On Setting Winter Soils

The trees all diet to shed their leafy pounds for the coming funeral season, and a slight drizzle, nearly unnoticeable save for the occasional stray drop to find my glasses in its gravitational path, sets a tiny background rhythm to the sounds of a sleepy city Friday morning. The lunch hour approaches, but the ominous looming that is a thick pile of slate grey clouds pulling themselves up over the horizon and the crisp bite the air is chewing on the back of my neck, flossing it’s windy smile with the standing hairs there, tells me that a new Winter is on us.

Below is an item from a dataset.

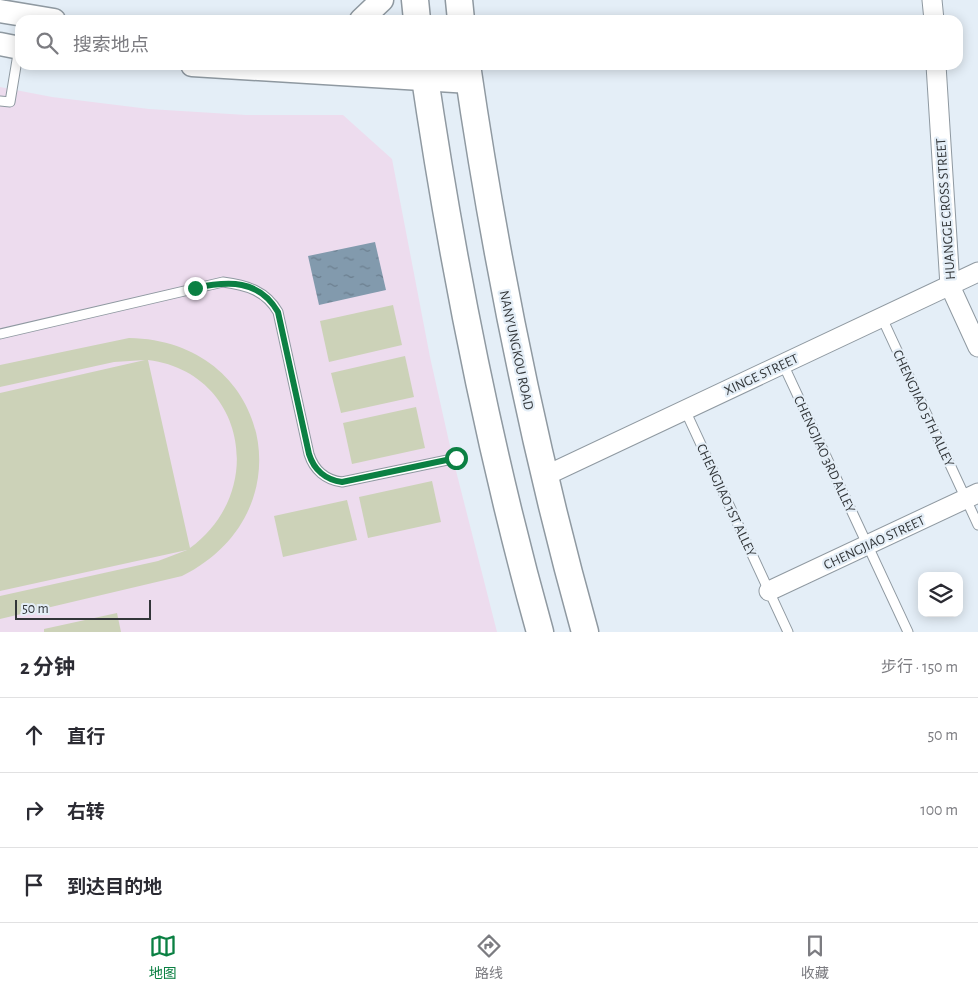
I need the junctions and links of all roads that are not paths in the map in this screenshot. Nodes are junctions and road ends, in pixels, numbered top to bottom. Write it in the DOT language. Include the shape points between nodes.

Greenhouse Winter, Future Winter, not quite Nuclear Winter but that parade might not be far away. The polo-sweater-jacket combo I’d affixed myself inside proved too much for the temperature, and the leaves are still thick. For all intents and purposes, this is a common late Autumn – rainy, all things harvest and celebratory are over, and in our MiddleYear we’re just waiting for the snow. Christmas has taken a backseat to the fuzzy soft my brain is trying to get itself into, having spent all too much of the last month sharping edges and cutting migranes into my head. But Autumn it’s not. I can’t explain why, but we’re in the early pangs of Winter. The morning sickness of it, before anyone is even sure that it’s happening but short of orbital abortion, we’re on the path and we’ll be pushing snowflakes into tiny corners they don’t belong and will defiantly melt and freeze and thaw and freeze and slip and wreck and completely conquer us all out of.

Just as we slip into the door of our brunchy crepe affair the big greys let it drop and the outside world is wishing it would have helped Noah. I opt for water where the boy chooses juice.